Part of P6 (last ADR-102 spine phase). Follows P6a (#487) and P6b (#488).

api/lib/serialization.py was 1573 lines and repeatedly flagged by the >800-line
quality gate. It held four distinct responsibilities that map cleanly to modules,
so this splits it at the natural class seams into a package — zero caller changes.

Layout

Module Contents Lines
serialization/format.py BackupFormat + KgBackupV2Reader + KG_BACKUP_FORMAT_VERSION (schema probe + pure read path) 196
serialization/exporter.py DataExporter + _parse_nullable_int (export path) 703
serialization/importer.py DataImporter + _execute_with_age_retry/_progress/_run_parallel + epoch primitives (clone/merge writer) 698
serialization/__init__.py re-exports the public surface 19

Import-compat (the whole risk)

All existing from api.lib.serialization import ... callers keep working via the
__init__ re-export. Verified consumers: backup_archive, backup_streaming,
gexf_exporter, backup_integrity, restore_worker, restore_modes, plus 7 test
modules. The re-export covers every symbol any of them import
(DataExporter, KgBackupV2Reader, DataImporter, KG_BACKUP_FORMAT_VERSION; BackupFormat also exported).

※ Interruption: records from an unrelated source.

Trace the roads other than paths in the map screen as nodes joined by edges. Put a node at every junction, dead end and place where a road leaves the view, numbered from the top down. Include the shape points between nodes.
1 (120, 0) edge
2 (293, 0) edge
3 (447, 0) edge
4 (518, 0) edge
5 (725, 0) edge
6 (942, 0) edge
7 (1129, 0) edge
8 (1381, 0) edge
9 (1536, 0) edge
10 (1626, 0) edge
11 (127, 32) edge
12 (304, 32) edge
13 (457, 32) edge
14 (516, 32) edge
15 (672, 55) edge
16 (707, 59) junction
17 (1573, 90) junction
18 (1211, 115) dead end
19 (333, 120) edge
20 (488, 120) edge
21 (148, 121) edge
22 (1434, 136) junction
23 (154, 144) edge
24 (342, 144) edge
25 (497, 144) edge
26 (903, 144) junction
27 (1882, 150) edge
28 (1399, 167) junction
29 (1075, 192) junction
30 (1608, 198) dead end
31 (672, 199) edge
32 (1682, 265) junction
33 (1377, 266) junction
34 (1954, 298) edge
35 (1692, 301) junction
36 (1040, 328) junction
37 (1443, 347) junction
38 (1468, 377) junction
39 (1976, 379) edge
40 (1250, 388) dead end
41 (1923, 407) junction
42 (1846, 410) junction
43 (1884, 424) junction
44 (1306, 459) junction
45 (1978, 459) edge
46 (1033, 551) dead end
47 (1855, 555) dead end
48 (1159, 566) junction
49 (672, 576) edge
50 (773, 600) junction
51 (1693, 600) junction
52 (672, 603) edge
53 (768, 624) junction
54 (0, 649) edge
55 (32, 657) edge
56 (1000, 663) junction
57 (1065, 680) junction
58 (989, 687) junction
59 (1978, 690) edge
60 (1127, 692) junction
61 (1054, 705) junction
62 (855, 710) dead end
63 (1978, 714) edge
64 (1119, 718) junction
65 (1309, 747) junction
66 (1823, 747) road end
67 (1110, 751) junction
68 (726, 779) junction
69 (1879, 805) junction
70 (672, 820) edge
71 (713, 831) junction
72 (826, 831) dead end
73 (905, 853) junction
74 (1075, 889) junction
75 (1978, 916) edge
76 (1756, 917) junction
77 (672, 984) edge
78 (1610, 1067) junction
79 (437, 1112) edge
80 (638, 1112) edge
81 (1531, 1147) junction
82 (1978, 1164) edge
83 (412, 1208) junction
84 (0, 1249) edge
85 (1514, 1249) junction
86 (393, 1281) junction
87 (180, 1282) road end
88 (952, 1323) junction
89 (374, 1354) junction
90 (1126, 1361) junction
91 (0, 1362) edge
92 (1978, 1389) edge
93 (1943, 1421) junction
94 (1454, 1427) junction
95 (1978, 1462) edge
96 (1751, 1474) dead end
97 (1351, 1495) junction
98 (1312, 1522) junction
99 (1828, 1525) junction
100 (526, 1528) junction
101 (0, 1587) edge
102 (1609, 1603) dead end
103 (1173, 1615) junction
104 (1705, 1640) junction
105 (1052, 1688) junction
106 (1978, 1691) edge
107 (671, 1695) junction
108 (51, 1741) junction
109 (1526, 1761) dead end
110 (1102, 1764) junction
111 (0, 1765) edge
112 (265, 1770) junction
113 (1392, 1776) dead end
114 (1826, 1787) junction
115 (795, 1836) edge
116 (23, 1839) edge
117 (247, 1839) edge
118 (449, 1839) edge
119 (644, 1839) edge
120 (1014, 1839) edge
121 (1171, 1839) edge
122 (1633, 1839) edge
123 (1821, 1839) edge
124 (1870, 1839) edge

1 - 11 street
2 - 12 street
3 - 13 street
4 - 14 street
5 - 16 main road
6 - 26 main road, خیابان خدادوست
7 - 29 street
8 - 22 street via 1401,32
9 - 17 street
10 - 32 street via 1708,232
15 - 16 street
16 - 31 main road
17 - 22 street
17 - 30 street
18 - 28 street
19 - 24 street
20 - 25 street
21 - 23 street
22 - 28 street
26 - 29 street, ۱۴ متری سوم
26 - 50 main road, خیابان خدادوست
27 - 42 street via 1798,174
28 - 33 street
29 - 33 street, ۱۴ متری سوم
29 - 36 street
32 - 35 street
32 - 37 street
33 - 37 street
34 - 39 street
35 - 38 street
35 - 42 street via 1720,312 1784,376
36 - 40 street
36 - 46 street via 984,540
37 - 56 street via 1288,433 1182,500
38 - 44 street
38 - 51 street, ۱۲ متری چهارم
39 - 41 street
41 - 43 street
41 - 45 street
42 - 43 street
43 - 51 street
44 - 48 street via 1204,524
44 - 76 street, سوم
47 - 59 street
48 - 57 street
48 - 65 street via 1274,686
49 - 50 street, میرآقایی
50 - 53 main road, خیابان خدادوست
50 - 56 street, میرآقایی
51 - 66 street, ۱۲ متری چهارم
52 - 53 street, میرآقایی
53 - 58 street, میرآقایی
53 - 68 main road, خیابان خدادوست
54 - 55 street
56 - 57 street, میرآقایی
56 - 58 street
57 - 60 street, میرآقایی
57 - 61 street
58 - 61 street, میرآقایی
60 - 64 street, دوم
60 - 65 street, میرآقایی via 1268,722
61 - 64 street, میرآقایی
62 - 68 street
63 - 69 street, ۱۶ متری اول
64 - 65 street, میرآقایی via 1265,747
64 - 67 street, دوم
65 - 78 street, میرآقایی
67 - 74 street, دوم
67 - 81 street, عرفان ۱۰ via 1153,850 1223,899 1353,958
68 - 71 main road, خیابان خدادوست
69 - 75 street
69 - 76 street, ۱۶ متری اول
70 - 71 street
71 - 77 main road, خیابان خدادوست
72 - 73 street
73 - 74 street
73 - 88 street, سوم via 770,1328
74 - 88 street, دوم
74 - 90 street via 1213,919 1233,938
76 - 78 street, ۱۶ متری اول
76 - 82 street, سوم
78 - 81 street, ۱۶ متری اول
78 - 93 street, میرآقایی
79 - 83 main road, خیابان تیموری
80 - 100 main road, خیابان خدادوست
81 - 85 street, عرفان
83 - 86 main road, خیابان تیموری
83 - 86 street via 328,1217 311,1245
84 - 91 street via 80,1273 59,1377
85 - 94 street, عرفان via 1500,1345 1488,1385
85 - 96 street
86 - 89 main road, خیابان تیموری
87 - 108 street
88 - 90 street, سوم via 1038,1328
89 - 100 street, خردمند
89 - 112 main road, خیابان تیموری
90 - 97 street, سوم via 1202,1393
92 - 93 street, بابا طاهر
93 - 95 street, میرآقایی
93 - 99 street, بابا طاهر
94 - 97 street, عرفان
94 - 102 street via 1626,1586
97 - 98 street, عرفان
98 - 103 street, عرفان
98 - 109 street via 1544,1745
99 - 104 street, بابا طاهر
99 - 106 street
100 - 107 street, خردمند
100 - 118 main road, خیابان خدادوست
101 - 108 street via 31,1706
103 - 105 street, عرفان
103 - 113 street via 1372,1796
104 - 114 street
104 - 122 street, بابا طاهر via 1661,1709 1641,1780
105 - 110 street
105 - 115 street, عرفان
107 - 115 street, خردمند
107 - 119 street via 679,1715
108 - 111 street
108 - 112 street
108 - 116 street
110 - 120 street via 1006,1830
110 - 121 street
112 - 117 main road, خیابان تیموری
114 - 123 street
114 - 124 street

No cross-class references exist between the three modules (verified by grep), so no
circular imports. format.py imports nothing from exporter/importer.

Incidental cleanup

Dropped the vestigial sys.path.insert(0, str(Path(__file__).parent.parent)) hack
and the now-unused sys / Path / Colors imports. The hack inserted api/
which doesn't even serve the absolute from api.app.lib.age_client import AGEClient
import (that resolves via the real PYTHONPATH). Confirmed harmless by the test run.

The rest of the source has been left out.